The good news: they're not likely to do that again. The bad news: nor are they likely to be 12 games below .500 in late June. After four years of one and done winners in this division, Los Angeles are the overwhelming favorites to retain their title, and barring injuries to key personnel, it's hard to argue a case against them. It's not as if the team lost key components over the winter, though the departures of Ellis and Punto leave their middle infield perhaps the weakest area. Yasiel Puig won't have a .383 BABIP again either. But even still, it's largely the same line-up which lead the NL in position player fWAR last year.
One suspects that will be plenty of support for an pitching staff which sees the return of Cy Young winner Kersaw, plus Greinke and Ryu, who combined last season to go 45-21 with a 2.44 ERA. The back of the rotation doesn't look too shabby either, Haren and Beckett each having three All-Star appearances and a pair of Cy Young top 10 finishes on their resumes.
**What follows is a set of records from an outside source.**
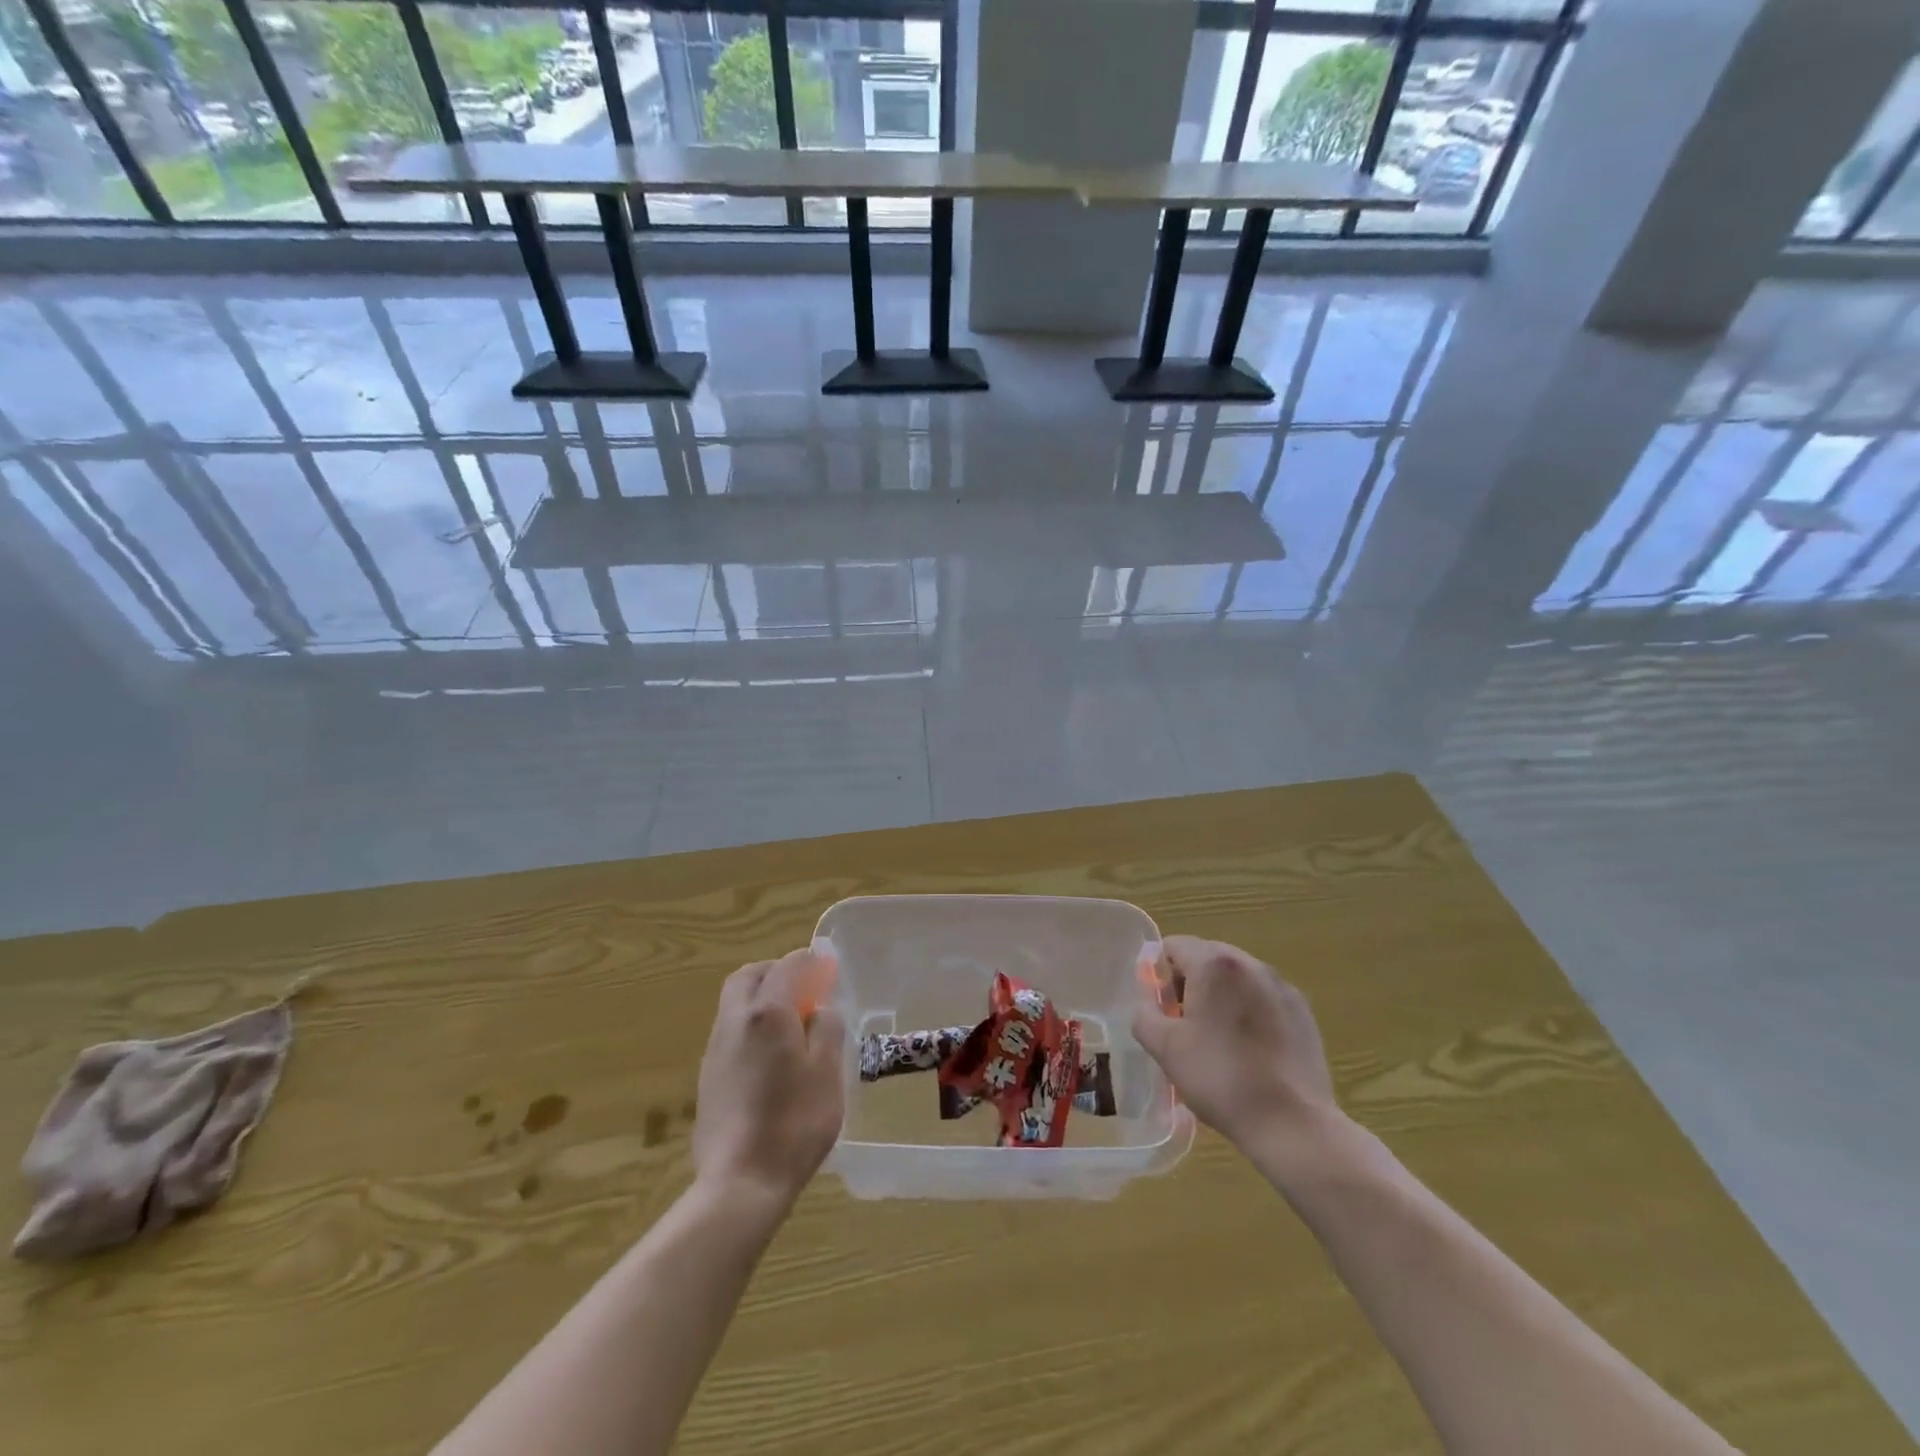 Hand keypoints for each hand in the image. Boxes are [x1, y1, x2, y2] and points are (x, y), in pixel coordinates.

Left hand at [691, 950, 845, 1208]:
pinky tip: (770, 1055)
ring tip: (790, 1021)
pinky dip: (750, 1025)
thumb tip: (820, 1009)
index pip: (786, 967)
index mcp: (767, 1012)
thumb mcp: (827, 1071)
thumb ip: (827, 1028)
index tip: (826, 967)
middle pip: (748, 977)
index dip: (808, 962)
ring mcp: (715, 1050)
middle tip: (802, 985)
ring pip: (734, 1004)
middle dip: (774, 971)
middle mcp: (734, 1021)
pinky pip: (730, 1032)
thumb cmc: (795, 1122)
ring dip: (760, 998)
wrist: (741, 1183)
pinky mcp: (707, 1078)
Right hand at [1133, 935, 1340, 1158]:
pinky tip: (1249, 1048)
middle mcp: (1250, 963)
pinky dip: (1248, 1009)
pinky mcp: (1302, 1011)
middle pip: (1206, 956)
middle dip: (1189, 982)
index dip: (1159, 974)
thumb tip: (1149, 1000)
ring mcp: (1281, 986)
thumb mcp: (1164, 1048)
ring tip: (1217, 1037)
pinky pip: (1263, 996)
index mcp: (1213, 965)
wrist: (1292, 1124)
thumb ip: (1144, 1013)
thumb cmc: (1220, 1078)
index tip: (1160, 1008)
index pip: (1173, 946)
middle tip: (1183, 1023)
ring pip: (1236, 976)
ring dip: (1219, 994)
In terms of depth, they've got Maholm and Brandon League, plus should get Billingsley back later in the season, providing his rehab from Tommy John goes as planned. If there's a better rotation, top-to-bottom, in the National League, I'm not aware of it. [Washington may be close, depending how Strasburg is]
The bullpen's going to be particularly fun to root against, with a full season of loathing Brian Wilson to power us. You thought he was irritating as a Giant? He'll now be positively insufferable as a Dodger, earning $10 million in a set-up role: hey, at least we're not the only ones in the division to be overpaying for eighth-inning work. The only positive is knowing San Francisco fans will be even more annoyed by his presence in Los Angeles. In comparison, Kenley Jansen projects to be worth several less WAR (Wilson Annoyance Rating), unless he also grows a beard and turns into a self-aware hipster.
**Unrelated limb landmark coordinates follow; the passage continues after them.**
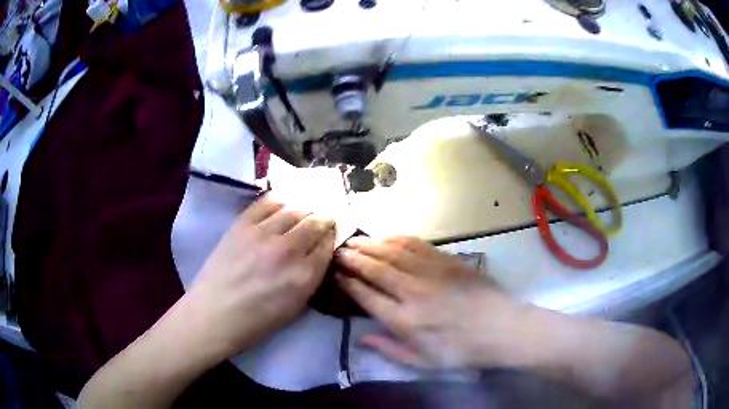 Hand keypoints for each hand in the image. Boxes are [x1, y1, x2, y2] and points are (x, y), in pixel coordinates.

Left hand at [188, 196, 335, 358]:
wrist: (214, 313)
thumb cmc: (256, 321)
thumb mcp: (295, 308)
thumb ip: (311, 279)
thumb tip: (319, 254)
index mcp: (304, 276)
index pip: (328, 244)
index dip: (332, 237)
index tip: (330, 235)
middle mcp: (288, 250)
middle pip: (315, 222)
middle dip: (323, 220)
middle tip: (321, 220)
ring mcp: (263, 233)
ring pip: (294, 209)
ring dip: (304, 209)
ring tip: (303, 212)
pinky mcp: (242, 224)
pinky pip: (268, 202)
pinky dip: (280, 201)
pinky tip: (282, 205)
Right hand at [336, 236, 517, 368]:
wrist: (500, 329)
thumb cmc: (461, 351)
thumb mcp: (423, 362)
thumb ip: (389, 349)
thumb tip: (361, 338)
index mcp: (404, 320)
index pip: (367, 296)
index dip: (348, 283)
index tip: (337, 274)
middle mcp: (412, 292)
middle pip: (375, 269)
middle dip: (353, 258)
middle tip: (339, 250)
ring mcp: (430, 273)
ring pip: (393, 253)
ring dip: (371, 245)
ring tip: (355, 240)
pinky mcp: (447, 261)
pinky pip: (417, 245)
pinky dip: (398, 239)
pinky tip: (387, 236)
The Dodgers' payroll this year will be $76 million more than anyone else in the division - a gap enough to pay the salary bill of four entire franchises. Sure, spending smarter is part of the equation, and some of the big contracts could go south quickly. But it's hard to spend $115 million smarter, as the Diamondbacks currently have to do. Guess we know how our expansion siblings over in Tampa felt, earlier in the third millennium, when the New York Yankees were hoovering up free agents like Jordan Belfort ingesting cocaine. I have nightmares that involve the Dodgers winning nine consecutive division titles, like the Yankees did.
On the other hand, we saw early on last year how little tolerance there is for failure in LaLa Land, and if things don't go well, there'll be no Puig and Ramirez to ride to the rescue this time. If not necessarily likely, it's still possible to imagine the Dodgers imploding in a critical mass of overpaid egos and media pressure. It wouldn't be pretty, but I'd happily engage in some rubber-necking for that car-crash, because nothing is more American than watching the rich, famous and obnoxious self-destruct on television.